■ Task item: In your output, repeat each entry exactly and include no pictures.

+++ Given data

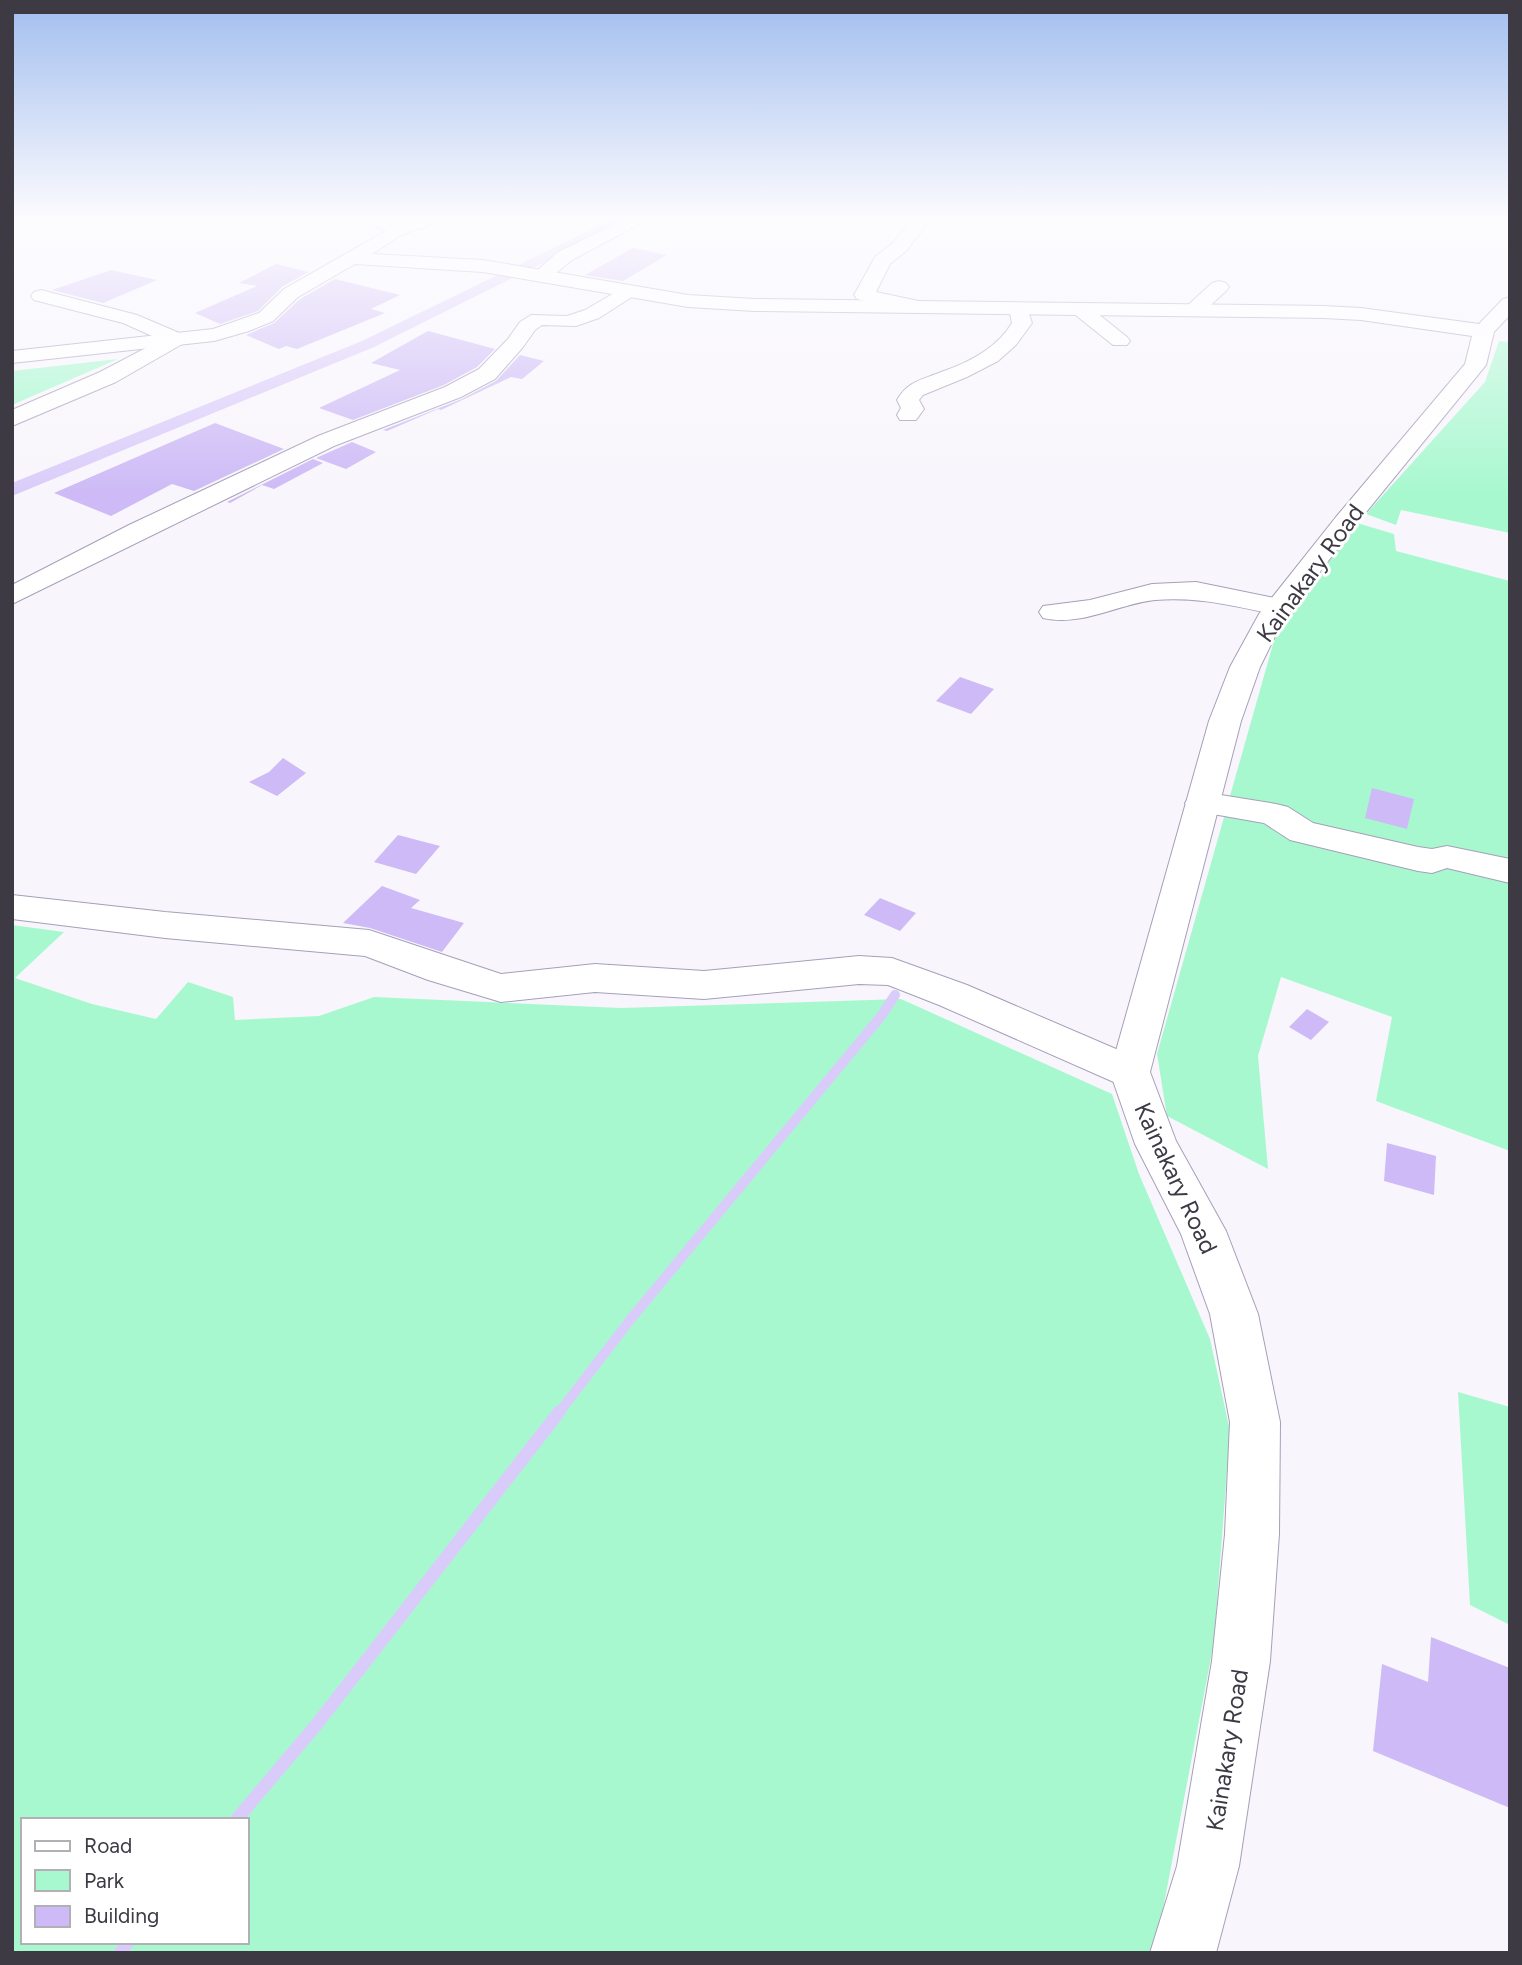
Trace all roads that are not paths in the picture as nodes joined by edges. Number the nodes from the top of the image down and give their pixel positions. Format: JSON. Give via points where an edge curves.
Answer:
{"nodes":[{"id":1,"x":102,"y":312,"type":"edge"},
{"id":2,"x":271,"y":312,"type":"edge"},
{"id":3,"x":596,"y":312,"type":"edge"},
{"id":4,"x":1019,"y":312,"type":"edge"},
{"id":5,"x":1083,"y":312,"type":"edge"},
{"id":6,"x":1265,"y":312,"type":"edge"},
{"id":7,"x":1499,"y":320,"type":"edge"},
{"id":8,"x":177,"y":339,"type":"junction"},
{"id":9,"x":1120,"y":341,"type":"dead end"},
{"id":10,"x":12,"y":357,"type":"edge"},
{"id":11,"x":939,"y":380,"type":"junction"},
{"id":12,"x":969,"y":391,"type":"dead end"},
{"id":13,"x":908,"y":415,"type":"dead end"},
{"id":14,"x":12,"y":419,"type":"edge"},
{"id":15,"x":12,"y":596,"type":"edge"},
{"id":16,"x":1279,"y":607,"type":"junction"},
{"id":17,"x":1052,"y":612,"type":"dead end"},
{"id":18,"x":1202,"y":803,"type":"junction"},
{"id":19,"x":1510,"y":871,"type":"edge"},
{"id":20,"x":12,"y":907,"type":"edge"},
{"id":21,"x":1130,"y":1072,"type":"junction"},
{"id":22,"x":1183,"y":1953,"type":"edge"}],
"edges":[{"from":1,"to":8,"type":"main road"},
{"from":2,"to":8,"type":"main road","via":[[223,332]]},
{"from":3,"to":15,"type":"main road","via":[[569,322],[538,319],[487,374],[453,392],[326,442]]},
{"from":4,"to":11,"type":"main road","via":[[1021,323],[1007,342],[963,371]]},
{"from":5,"to":9,"type":"main road"},
{"from":6,"to":7,"type":"main road"},
{"from":7,"to":16,"type":"main road","name":"Kainakary Road","via":[[1475,365]]},
{"from":8,"to":10,"type":"main road"},
{"from":8,"to":14,"type":"main road","via":[[108,377]]},
{"from":11,"to":12,"type":"main road"},
{"from":11,"to":13,"type":"main road","via":[[912,393],[908,400],[913,409]]},
{"from":16,"to":17,"type":"main road","via":[[1196,590],[1152,592],[1090,608]]},
{"from":16,"to":18,"type":"main road","name":"Kainakary Road","via":[[1245,667]]},
{"from":18,"to":19,"type":"main road","via":[[1276,815],[1302,832],[1418,859],[1447,857]]},
{"from":18,"to":21,"type":"main road","name":"Kainakary Road"},
{"from":20,"to":21,"type":"main road","via":[[369,943],[501,988],[595,978],[704,985],[859,970],[892,972]]},
{"from":21,"to":22,"type":"main road","name":"Kainakary Road","via":[[1157,1144],[1203,1231],[1234,1314],[1255,1422],[1252,1534],[1241,1661],[1208,1866]]}]}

++++++

■ Problem solution:
Trace all roads that are not paths in the picture as nodes joined by edges. Number the nodes from the top of the image down and give their pixel positions. Format: JSON. Give via points where an edge curves.
Answer:
{"nodes":[{"id":1,"x":102,"y":312,"type":"edge"},
{"id":2,"x":271,"y":312,"type":"edge"},
{"id":3,"x":596,"y":312,"type":"edge"},
{"id":4,"x":1019,"y":312,"type":"edge"},
{"id":5,"x":1083,"y":312,"type":"edge"},
{"id":6,"x":1265,"y":312,"type":"edge"},
{"id":7,"x":1499,"y":320,"type":"edge"},
{"id":8,"x":177,"y":339,"type":"junction"},
{"id":9,"x":1120,"y":341,"type":"dead end"},
{"id":10,"x":12,"y":357,"type":"edge"},
{"id":11,"x":939,"y":380,"type":"junction"},
{"id":12,"x":969,"y":391,"type":"dead end"},
{"id":13,"x":908,"y":415,"type":"dead end"},
{"id":14,"x":12,"y":419,"type":"edge"},
{"id":15,"x":12,"y":596,"type":"edge"},
{"id":16,"x":1279,"y":607,"type":"junction"},
{"id":17,"x":1052,"y":612,"type":"dead end"},
{"id":18,"x":1202,"y":803,"type":"junction"},
{"id":19,"x":1510,"y":871,"type":"edge"},
{"id":20,"x":12,"y":907,"type":"edge"},
{"id":21,"x":1130,"y":1072,"type":"junction"},
{"id":22,"x":1183,"y":1953,"type":"edge"}],
"edges":[{"from":1,"to":8,"type":"main road"},
{"from":2,"to":8,"type":"main road","via":[[223,332]]},
{"from":3,"to":15,"type":"main road","via":[[569,322],[538,319],[487,374],[453,392],[326,442]]},
{"from":4,"to":11,"type":"main road","via":[[1021,323],[1007,342],[963,371]]},
{"from":5,"to":9,"type":"main road"},
{"from":6,"to":7,"type":"main road"},
{"from":7,"to":16,"type":"main road","name":"Kainakary Road","via":[[1475,365]]},
{"from":8,"to":10,"type":"main road"},
{"from":8,"to":14,"type":"main road","via":[[108,377]]},
{"from":11,"to":12,"type":"main road"},
{"from":11,"to":13,"type":"main road","via":[[912,393],[908,400],[913,409]]},
{"from":16,"to":17,"type":"main road","via":[[1196,590],[1152,592],[1090,608]]},
{"from":16,"to":18,"type":"main road","name":"Kainakary Road","via":[[1245,667]]},
{"from":18,"to":19,"type":"main road","via":[[1276,815],[1302,832],[1418,859],[1447,857]]},
{"from":18,"to":21,"type":"main road","name":"Kainakary Road"},
{"from":20,"to":21,"type":"main road","via":[[369,943],[501,988],[595,978],[704,985],[859,970],[892,972]]},
{"from":21,"to":22,"type":"main road","name":"Kainakary Road","via":[[1157,1144],[1203,1231],[1234,1314],[1255,1422],[1252,1534],[1241,1661],[1208,1866]]}]}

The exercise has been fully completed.